Task to complete ▸
Please show every line from the entries that carries the word "nodes".

[Records supplied]

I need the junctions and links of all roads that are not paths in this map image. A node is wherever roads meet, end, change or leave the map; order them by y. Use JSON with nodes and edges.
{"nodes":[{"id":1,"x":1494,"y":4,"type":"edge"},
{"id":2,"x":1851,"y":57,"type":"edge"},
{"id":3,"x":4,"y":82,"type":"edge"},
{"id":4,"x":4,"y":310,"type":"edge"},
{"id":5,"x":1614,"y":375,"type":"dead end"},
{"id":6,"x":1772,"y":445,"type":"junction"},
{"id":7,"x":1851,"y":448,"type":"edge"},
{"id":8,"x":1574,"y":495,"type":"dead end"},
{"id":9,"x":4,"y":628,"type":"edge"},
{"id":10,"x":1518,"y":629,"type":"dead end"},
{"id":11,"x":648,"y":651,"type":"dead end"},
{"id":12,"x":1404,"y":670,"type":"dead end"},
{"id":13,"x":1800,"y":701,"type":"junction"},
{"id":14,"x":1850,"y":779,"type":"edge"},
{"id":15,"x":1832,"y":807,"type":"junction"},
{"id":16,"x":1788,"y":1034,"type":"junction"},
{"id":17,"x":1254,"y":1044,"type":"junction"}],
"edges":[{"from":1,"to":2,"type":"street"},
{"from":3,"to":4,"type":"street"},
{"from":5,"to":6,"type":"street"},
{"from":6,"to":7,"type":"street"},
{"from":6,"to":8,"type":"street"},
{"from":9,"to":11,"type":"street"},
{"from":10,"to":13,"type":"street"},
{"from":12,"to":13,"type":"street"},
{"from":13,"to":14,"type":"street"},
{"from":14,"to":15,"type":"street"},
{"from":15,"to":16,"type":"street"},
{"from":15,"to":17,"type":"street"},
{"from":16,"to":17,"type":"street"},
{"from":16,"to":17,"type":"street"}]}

[/Records supplied]

Solution for this problem ▸
I need the junctions and links of all roads that are not paths in this map image. A node is wherever roads meet, end, change or leave the map; order them by y. Use JSON with nodes and edges.
{"nodes":[{"id":1,"x":1494,"y":4,"type":"edge"},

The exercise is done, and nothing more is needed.